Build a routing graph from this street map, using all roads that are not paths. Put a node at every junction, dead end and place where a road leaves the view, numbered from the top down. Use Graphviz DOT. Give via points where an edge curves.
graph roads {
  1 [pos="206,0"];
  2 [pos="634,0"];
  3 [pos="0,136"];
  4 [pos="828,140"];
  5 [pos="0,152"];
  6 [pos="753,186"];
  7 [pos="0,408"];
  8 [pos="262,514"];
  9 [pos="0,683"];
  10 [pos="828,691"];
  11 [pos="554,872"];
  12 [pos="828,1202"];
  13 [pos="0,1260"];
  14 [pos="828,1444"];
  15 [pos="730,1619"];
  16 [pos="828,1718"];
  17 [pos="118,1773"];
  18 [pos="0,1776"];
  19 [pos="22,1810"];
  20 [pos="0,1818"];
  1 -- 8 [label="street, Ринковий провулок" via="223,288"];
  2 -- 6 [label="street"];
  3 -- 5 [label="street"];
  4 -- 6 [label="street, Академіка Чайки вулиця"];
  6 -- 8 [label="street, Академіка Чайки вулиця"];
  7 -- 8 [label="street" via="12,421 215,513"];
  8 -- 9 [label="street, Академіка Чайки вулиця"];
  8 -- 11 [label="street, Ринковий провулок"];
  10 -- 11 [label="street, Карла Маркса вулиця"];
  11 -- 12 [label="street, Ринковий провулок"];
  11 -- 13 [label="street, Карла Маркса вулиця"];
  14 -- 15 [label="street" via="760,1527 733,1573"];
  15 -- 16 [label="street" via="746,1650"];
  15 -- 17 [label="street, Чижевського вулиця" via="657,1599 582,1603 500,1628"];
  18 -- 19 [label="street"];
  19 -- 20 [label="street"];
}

**Task statement:** Reproduce each entry above exactly, keeping every character.

**Task result:**
Build a routing graph from this street map, using all roads that are not paths. Put a node at every junction, dead end and place where a road leaves the view, numbered from the top down. Use Graphviz DOT. Give via points where an edge curves.
graph roads {
  1 [pos="206,0"];
  2 [pos="634,0"];
  3 [pos="0,136"];
  4 [pos="828,140"];
  5 [pos="0,152"];
  6 [pos="753,186"];
  7 [pos="0,408"];
  8 [pos="262,514"];
  9 [pos="0,683"];
  10 [pos="828,691"];
  11 [pos="554,872"];
  12 [pos="828,1202"];
  13 [pos="0,1260"];
  14 [pos="828,1444"];
  15 [pos="730,1619"];
  16 [pos="828,1718"];
  17 [pos="118,1773"];
  18 [pos="0,1776"];
  19 [pos="22,1810"];
  20 [pos="0,1818"];
  1 -- 8 [label="street, Ринковий провулок" via="223,288"];
  2 -- 6 [label="street"];
  3 -- 5 [label="street"];
  4 -- 6 [label="street, Академіка Чайки вулиця"];
  6 -- 8 [label="street, Академіка Чайки вулиця"];
  7 -- 8 [label="street" via="12,421 215,513"];
  8 -- 9 [label="street, Академіка Чайки вулиця"];
  8 -- 11 [label="street, Ринковий провулок"];
  10 -- 11 [label="street, Карла Маркса вулиця"];
  11 -- 12 [label="street, Ринковий провулок"];
  11 -- 13 [label="street, Карла Маркса вулиця"];
  14 -- 15 [label="street" via="760,1527 733,1573"];
  15 -- 16 [label="street" via="746,1650"];
  15 -- 17 [label="street, Чижевського вулиця" via="657,1599 582,1603 500,1628"];
  18 -- 19 [label="street"];
  19 -- 20 [label="street"];
}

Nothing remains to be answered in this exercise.